Write all entries out exactly, images excluded.

[Dataset entries]
--------------------
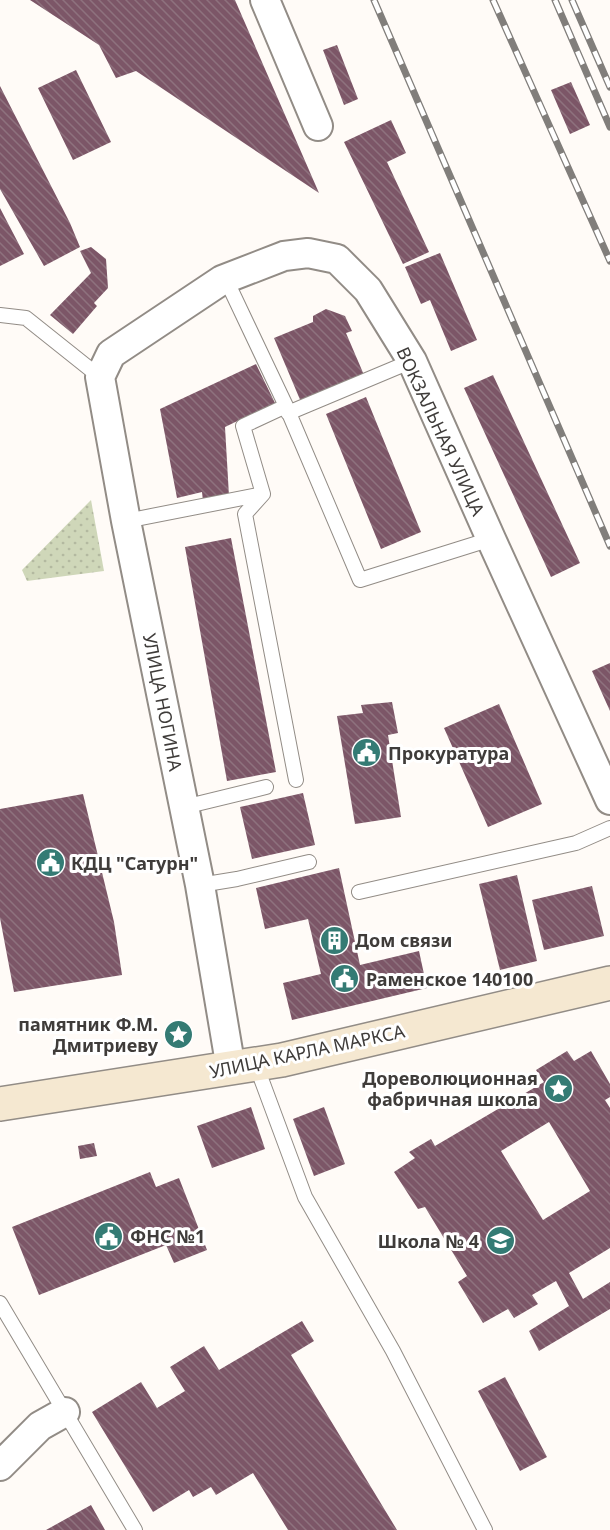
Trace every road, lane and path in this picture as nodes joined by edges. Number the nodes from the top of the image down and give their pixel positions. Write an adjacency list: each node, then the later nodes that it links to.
1 (265, 0): 2 (street)
2 (318, 126)
3 (222, 280): 5 (street, ВОКЗАЛЬНАЯ УЛИЦА); 6 (street, ВОКЗАЛЬНАЯ УЛИЦА); 7 (lane)
4 (0, 315): 6 (lane)
5 (412, 360): 7 (lane); 10 (street, ВОКЗАЛЬНАЯ УЛИЦА)
6 (100, 377): 9 (street, УЛИЦА НОГИНА)
7 (287, 410): 8 (lane); 10 (lane)
8 (263, 494): 9 (lane); 11 (lane)
9 (126, 521): 14 (street, УЛИЦА НОГИНА)
10 (490, 538): 13 (street, ВОКЗАЛЬНАЯ УЛИЦА)
11 (296, 780)
12 (266, 787): 14 (lane)
13 (610, 800)
14 (184, 807): 17 (street, УЛИЦА НОГИНА)
15 (610, 828): 18 (lane)
16 (309, 862): 17 (lane)
17 (200, 885): 20 (street, УЛИЦА НОГИНА)
18 (358, 892)
19 (610, 983): 20 (main road, УЛИЦА КАРЛА МАРКСА)
20 (243, 1067): 21 (main road, УЛИЦА КАРЛА МАРКСА); 26 (lane)
21 (0, 1104)
22 (0, 1303): 23 (lane)
23 (65, 1412): 24 (street); 25 (lane)
24 (0, 1466)
25 (135, 1530)
26 (485, 1530)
--------------------
* _RESPONSE AREA_
Trace every road, lane and path in this picture as nodes joined by edges. Number the nodes from the top of the image down and give their pixel positions. Write an adjacency list: each node, then the later nodes that it links to.
1 (265, 0): 2 (street)
2 (318, 126)
3 (222, 280): 5 (street, ВОКЗАЛЬНАЯ УЛИЦА); 6 (street, ВОКЗАЛЬНАЯ УЛИЦА); 7 (lane)
4 (0, 315): 6 (lane)
5 (412, 360): 7 (lane); 10 (street, ВОКЗАЛЬНАЯ УЛИЦА)
6 (100, 377): 9 (street, УЛИЦА НОГИНА)
7 (287, 410): 8 (lane); 10 (lane)
8 (263, 494): 9 (lane); 11 (lane)
9 (126, 521): 14 (street, УЛИЦА НОГИНА)
10 (490, 538): 13 (street, ВОКЗАЛЬНАЯ УЛИЦА)
11 (296, 780)
12 (266, 787): 14 (lane)
13 (610, 800)
14 (184, 807): 17 (street, УЛИЦА НОГИНА)
15 (610, 828): 18 (lane)
16 (309, 862): 17 (lane)
17 (200, 885): 20 (street, УЛИЦА НОГИНА)
18 (358, 892)
19 (610, 983): 20 (main road, УЛИЦА КАРЛА МАРКСА)
20 (243, 1067): 21 (main road, УЛИЦА КАРЛА МАРКСА); 26 (lane)
21 (0, 1104)
22 (0, 1303): 23 (lane)
23 (65, 1412): 24 (street); 25 (lane)
24 (0, 1466)
25 (135, 1530)
26 (485, 1530)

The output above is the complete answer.